“This place is like a second home to us,” a guest said to me recently as he and his family were getting to leave after another weekend at Spirit Hill.
I asked him what he liked best about the place, and he told me it was how it made him feel. “It’s so Zen here,” he said. “But that’s not the right word. It’s so…it’s so…”
He searched for the word. “I don’t know,” he finally said. He tapped his heart. “It just feels really good to be here. It’s some sort of reset.”
I like being the person who greets new guests at Spirit Hill because the pictures on the website don’t capture the magic, I believe, that has people coming back year after year. How do you capture the sweet hum of nature? How do you capture the pulsing beauty of a working farm that has seen over a hundred years of sun and rain people eating watermelon on the front porch and singing songs after a long day working the land or, nowadays, lying by the pool? How do you capture a place that has a tight group of people working really, really hard to make sure guests have the best experience possible?

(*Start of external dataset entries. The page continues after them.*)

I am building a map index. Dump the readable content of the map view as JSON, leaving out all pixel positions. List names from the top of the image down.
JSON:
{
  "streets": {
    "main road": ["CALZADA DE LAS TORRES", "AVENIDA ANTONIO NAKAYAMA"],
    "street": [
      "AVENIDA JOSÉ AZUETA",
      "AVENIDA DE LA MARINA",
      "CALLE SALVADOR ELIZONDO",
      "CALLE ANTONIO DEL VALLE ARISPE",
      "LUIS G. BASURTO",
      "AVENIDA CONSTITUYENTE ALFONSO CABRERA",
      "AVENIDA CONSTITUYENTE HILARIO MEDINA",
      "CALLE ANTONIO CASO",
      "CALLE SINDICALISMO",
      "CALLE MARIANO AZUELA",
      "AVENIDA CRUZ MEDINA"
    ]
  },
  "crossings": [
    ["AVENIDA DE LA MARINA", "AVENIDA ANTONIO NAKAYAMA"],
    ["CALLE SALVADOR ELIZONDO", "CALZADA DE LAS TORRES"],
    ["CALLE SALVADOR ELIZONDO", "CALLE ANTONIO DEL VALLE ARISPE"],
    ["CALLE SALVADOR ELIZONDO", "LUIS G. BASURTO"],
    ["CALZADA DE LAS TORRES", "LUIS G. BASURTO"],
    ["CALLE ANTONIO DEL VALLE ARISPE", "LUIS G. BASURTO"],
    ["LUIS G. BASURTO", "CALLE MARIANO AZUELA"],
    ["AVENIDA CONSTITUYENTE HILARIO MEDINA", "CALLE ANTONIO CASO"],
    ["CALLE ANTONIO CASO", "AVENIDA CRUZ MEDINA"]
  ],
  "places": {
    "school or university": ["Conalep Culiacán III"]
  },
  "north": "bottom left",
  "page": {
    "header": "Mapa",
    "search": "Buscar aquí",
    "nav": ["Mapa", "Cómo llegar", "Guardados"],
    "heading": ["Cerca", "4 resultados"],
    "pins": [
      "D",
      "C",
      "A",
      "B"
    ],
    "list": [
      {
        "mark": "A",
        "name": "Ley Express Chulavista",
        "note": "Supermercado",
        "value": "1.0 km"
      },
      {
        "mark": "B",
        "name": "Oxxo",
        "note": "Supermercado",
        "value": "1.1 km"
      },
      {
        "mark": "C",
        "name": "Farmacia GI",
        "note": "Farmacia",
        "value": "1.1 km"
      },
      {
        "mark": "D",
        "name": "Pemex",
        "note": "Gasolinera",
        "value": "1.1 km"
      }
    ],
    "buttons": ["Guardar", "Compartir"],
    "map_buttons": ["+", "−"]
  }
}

The other day I was walking around the property, and I noticed that Sergio, our hard-working gardener, had left an arrangement of persimmons on a small table under the persimmon tree. I stopped to take a picture—the light was perfect, and once again I marveled that I get to live in a place that inspires people, even those who work here, to acts of reverence, of noticing, of remembering that the pace of life was slower when we were younger, perhaps, and that, even now, we can slow down again and see what is right in front of us: flower, chicken, rock, house, sunlight, ease. Happiness.